Lo hacemos con todo el cuidado, para evitar que su osadía le procure una caída. Le digo donde ir pisando y vamos cruzando los iguá que han crecido unos veinte metros de altura. Un caucho al final. Llegamos a la playa, llena de residuos de tarros plásticos, de lazos, de tubos negros para el agua y hay dos embarcaciones. Un bote moderno de fibra de vidrio y otro de madera un tanto averiado. Le digo “Vamos a navegar”, pero como no he pedido en préstamo el bote, le pido que se imagine como marinero, el bamboleo sobre el agua. Que se suba en él y se siente en la parte posterior, en la butaca tallada sobre la parte cóncava, para tomarle una foto hacia el fondo del espejo de agua que simula el mar un tanto inquieto y el sol mas allá, procurando un joven arrebol. Lo ubico y opturo como si estuviera navegando. Contra el agua. Solo una parte de la embarcación blanca por dentro y verde en los costados. De inmediato desciende y le explico que éste fue el primer lugar en que debimos acampar antes de tener la casita prefabricada, le cuento que tenía un bote plástico amarillo al que le acomodé un motor y solía por turnos llevar uno o dos ocupantes a quienes le daba una vuelta casi hasta el centro de la represa.
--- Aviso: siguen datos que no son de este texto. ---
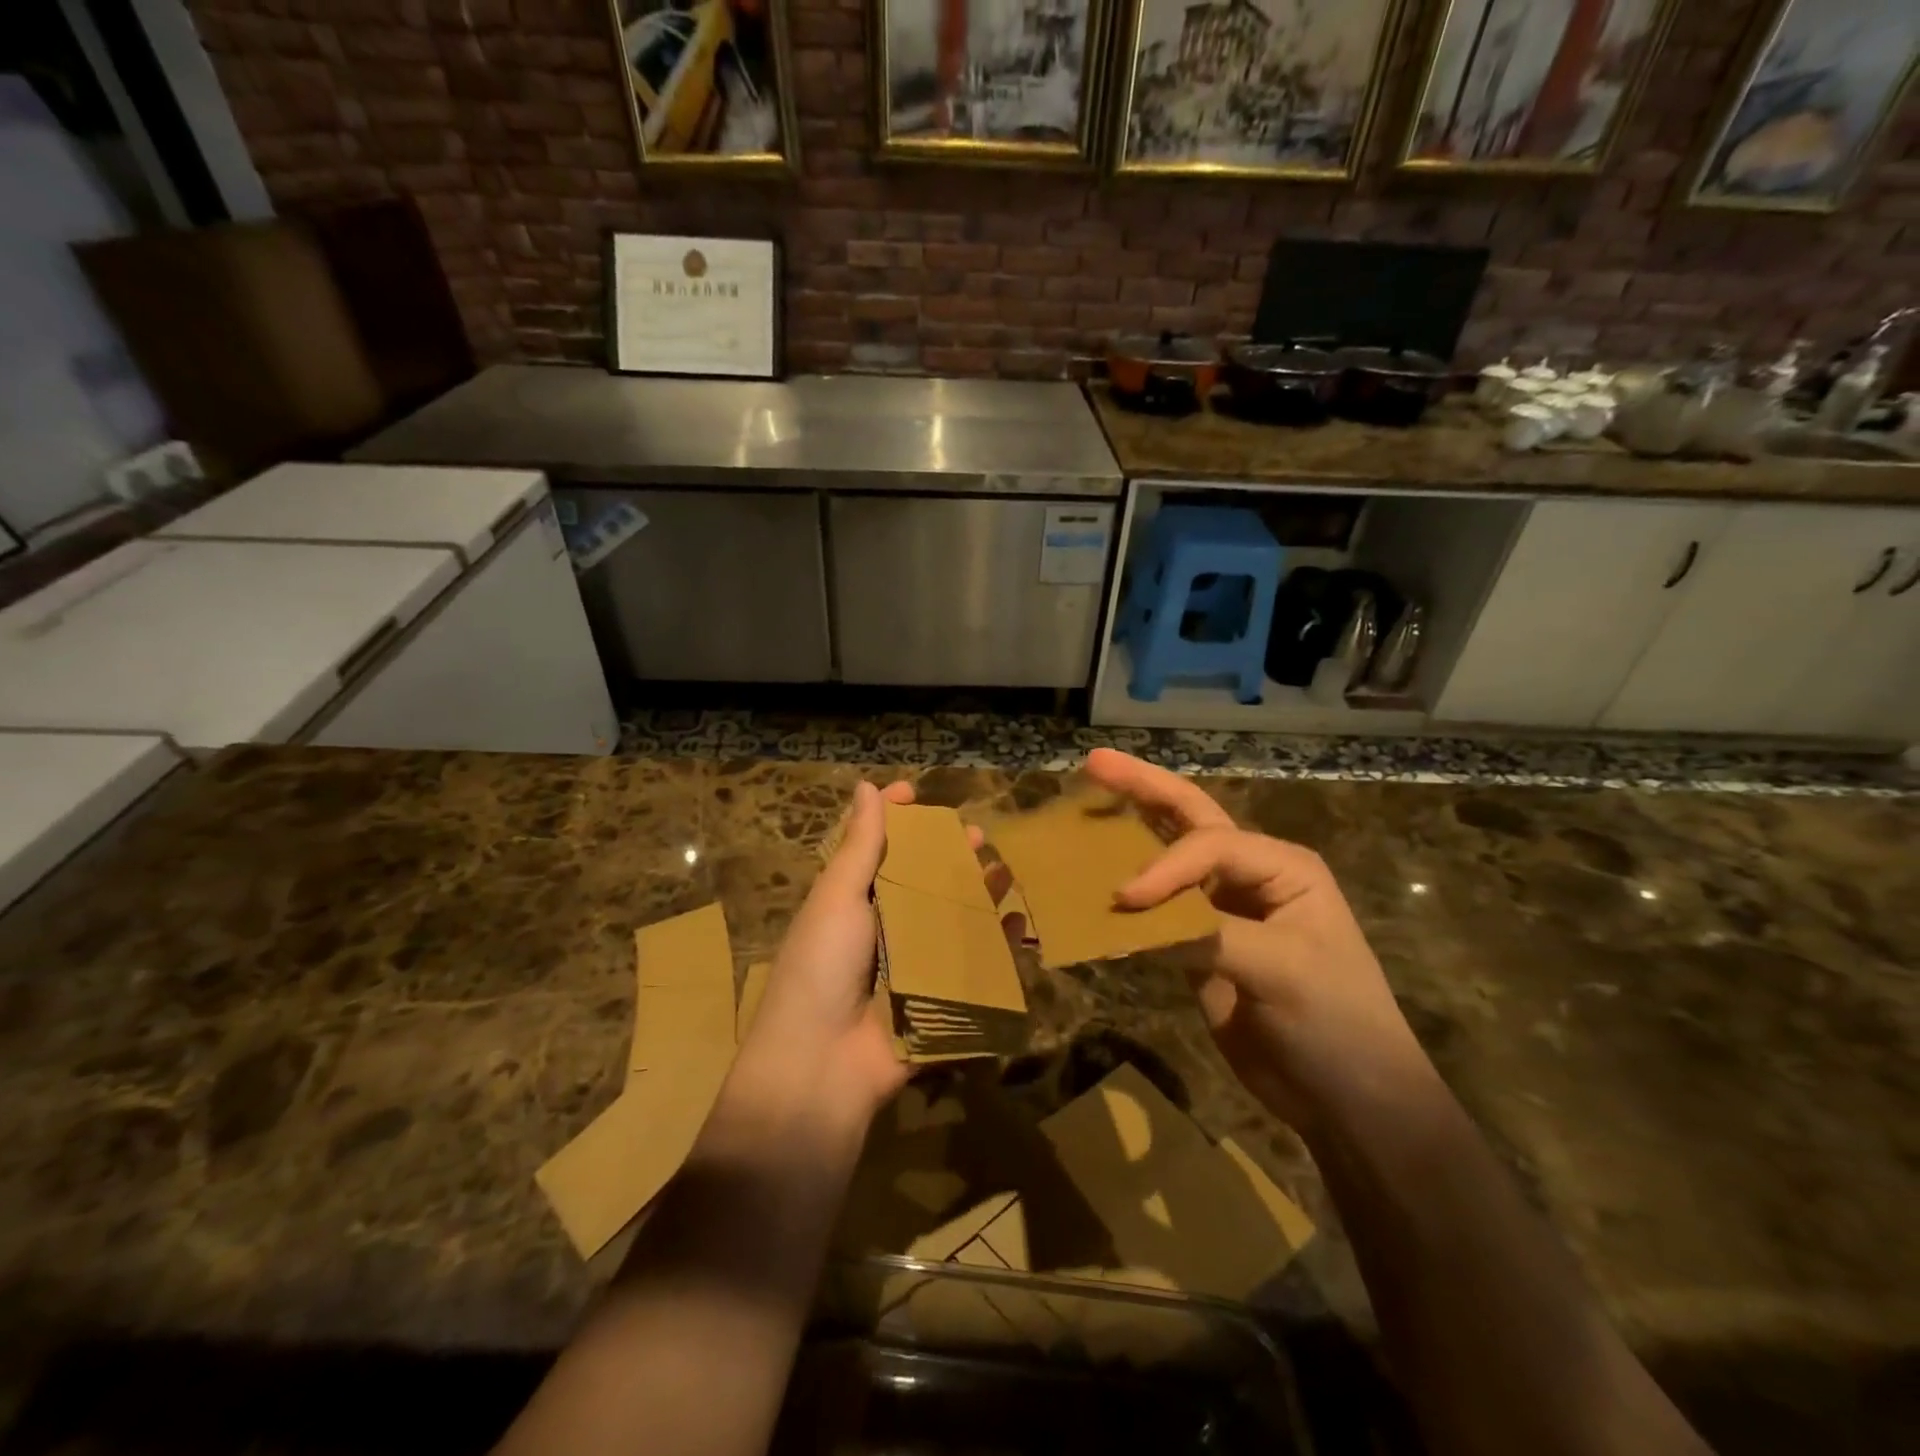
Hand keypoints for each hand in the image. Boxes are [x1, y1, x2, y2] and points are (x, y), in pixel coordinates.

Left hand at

Le refiero que nadábamos todos, con chalecos, sin temor a las babillas que son los cocodrilos que mencionara su abuelo, ni a las boas que debieron ir sembrando en la laguna para el control ecológico, antes de que existieran jaulones para engordar mojarras. Le muestro las horribles jaulas negras que contaminan el agua y la visión de la superficie en lontananza. Esa agua que en ésta sequía se obstina en dejar su color de miel para mostrar su transparencia cuando está libre de nubes y refleja el azul del cielo. 

Caminamos a un costado de la playa, la más contaminada de basura y residuos de hojas podridas, con el blanco del icopor de los jaulones que riñe, desnaturalizando el paisaje y buscamos un vado para cruzar el pequeño brazo conque la represa penetra hasta la oquedad formada por árboles, el lecho del riachuelo sin agua que baja de la loma por entre la tupida y oscura vegetación y le ordeno pisar donde piso, no sea que surja de las hojas podridas una serpiente y tengamos un accidente de colmillos venenosos, pero le aseguro que los animales no son tontos y temen al hombre.